23,000 IP addresses

Roland Perry lists at internetpolicyagency.com
Wed May 11 12:39:10 UTC 2011

In article <5f713bd4b694ac42a8bb61aa6001a82f at mail.dessus.com>, Keith 
Medcalf <kmedcalf at dessus.com> writes
>> Article 5 - Categories of data to be retained
>> 1. Member States shall ensure that the following categories of data are
>> retained under this Directive:
>> (a) data necessary to trace and identify the source of a communication:
>> (...) the name and address of the subscriber or registered user to whom an
>> Internet Protocol (IP) address, user ID or telephone number was allocated at
>> the time of the communication;
>The real problem is in the stupid wording.  The IP Address is not allocated to a "subscriber" or "registered user".  It is handed out for use
>on an authorized circuit.  That circuit is being paid for by someone.  There is no nexus between a "circuit number" and a "subscriber" or
>"user" (or there should not be -- and there only is if YOU CHOOSE TO CREATE SUCH).

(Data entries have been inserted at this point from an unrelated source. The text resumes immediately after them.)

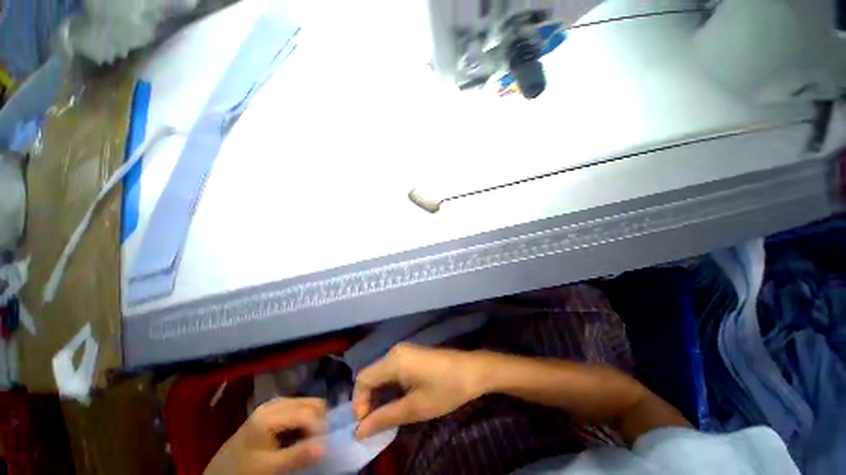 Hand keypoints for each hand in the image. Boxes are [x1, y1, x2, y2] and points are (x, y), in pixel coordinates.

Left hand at [204, 398, 325, 474]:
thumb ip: (297, 455)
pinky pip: (296, 409)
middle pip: (308, 403)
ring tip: (311, 440)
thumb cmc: (242, 470)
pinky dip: (303, 421)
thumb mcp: (269, 467)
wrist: (218, 473)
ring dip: (312, 420)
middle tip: (319, 442)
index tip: (324, 446)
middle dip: (318, 420)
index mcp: (270, 414)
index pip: (307, 412)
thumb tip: (325, 446)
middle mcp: (274, 404)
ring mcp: (272, 406)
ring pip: (305, 404)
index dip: (319, 427)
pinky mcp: (271, 412)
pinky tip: (300, 436)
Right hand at [353, 343, 483, 437]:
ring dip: (379, 395)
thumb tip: (359, 431)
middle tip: (376, 424)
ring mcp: (405, 351)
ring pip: (381, 373)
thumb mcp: (415, 408)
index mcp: (394, 360)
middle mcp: (396, 351)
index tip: (367, 425)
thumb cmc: (445, 389)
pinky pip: (392, 370)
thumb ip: (385, 418)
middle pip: (371, 375)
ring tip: (386, 416)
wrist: (473, 371)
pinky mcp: (413, 355)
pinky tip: (398, 400)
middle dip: (368, 400)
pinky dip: (389, 387)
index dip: (359, 403)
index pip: (363, 379) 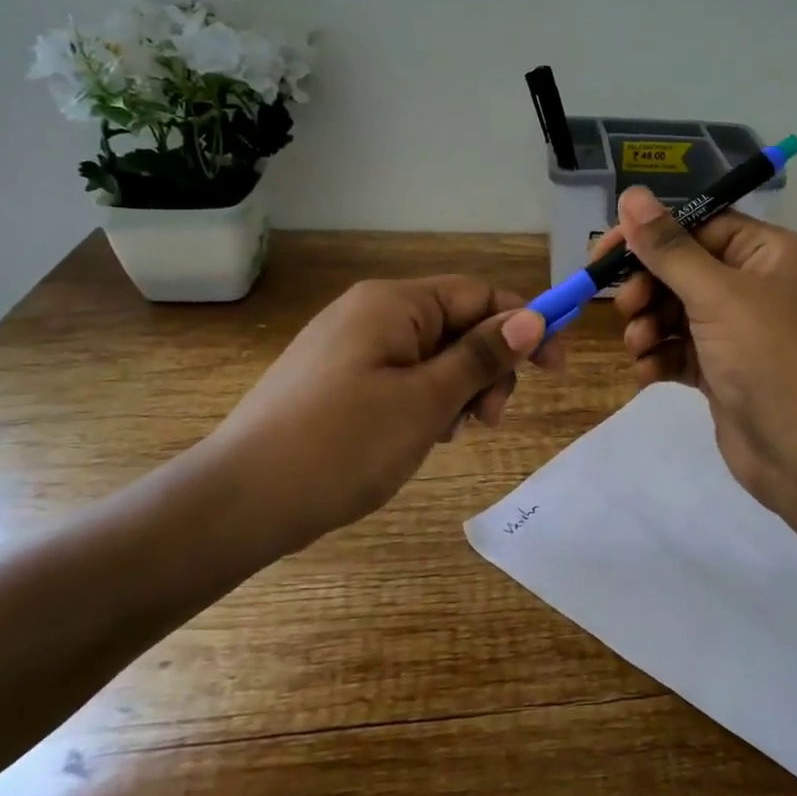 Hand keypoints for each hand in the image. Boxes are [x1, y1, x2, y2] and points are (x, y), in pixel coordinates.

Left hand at [184, 276, 562, 558]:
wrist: (240, 501)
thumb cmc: (342, 444)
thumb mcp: (426, 400)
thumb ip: (482, 356)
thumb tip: (532, 318)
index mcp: (393, 304)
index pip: (479, 294)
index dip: (524, 324)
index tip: (556, 368)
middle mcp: (371, 313)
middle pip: (457, 325)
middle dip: (486, 368)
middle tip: (489, 420)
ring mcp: (350, 347)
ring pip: (432, 356)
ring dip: (458, 390)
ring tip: (450, 434)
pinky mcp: (337, 380)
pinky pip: (401, 377)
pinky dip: (425, 402)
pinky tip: (421, 437)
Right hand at [603, 186, 796, 519]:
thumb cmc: (770, 358)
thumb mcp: (717, 295)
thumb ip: (668, 248)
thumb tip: (631, 194)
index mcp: (766, 254)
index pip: (699, 226)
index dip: (650, 237)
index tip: (604, 254)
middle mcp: (755, 287)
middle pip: (683, 271)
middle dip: (648, 288)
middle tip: (625, 308)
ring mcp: (739, 334)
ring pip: (676, 314)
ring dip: (649, 326)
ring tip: (639, 346)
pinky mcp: (725, 374)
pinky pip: (681, 353)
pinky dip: (660, 359)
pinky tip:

While there's an argument that the circuit number doesn't identify the 
user, it most certainly identifies the Subscriber, who is the person who 
has the legal contract for supply of the circuit.

>If network operators behaved rationally, the proper response to any request to divulge information related to an IP address would be limited to
>the Account Number which was paying for the circuit on which the IP Address was allocated WITH NO IDENTIFICATION OF ANY INDIVIDUAL WHATSOEVER.

So you'd give out the bank/credit card number, but not the name? The 
legislation above asks for the name and address, and in many 
jurisdictions revealing the credit card number or bank account number 
would be regarded as *more* intrusive, not less.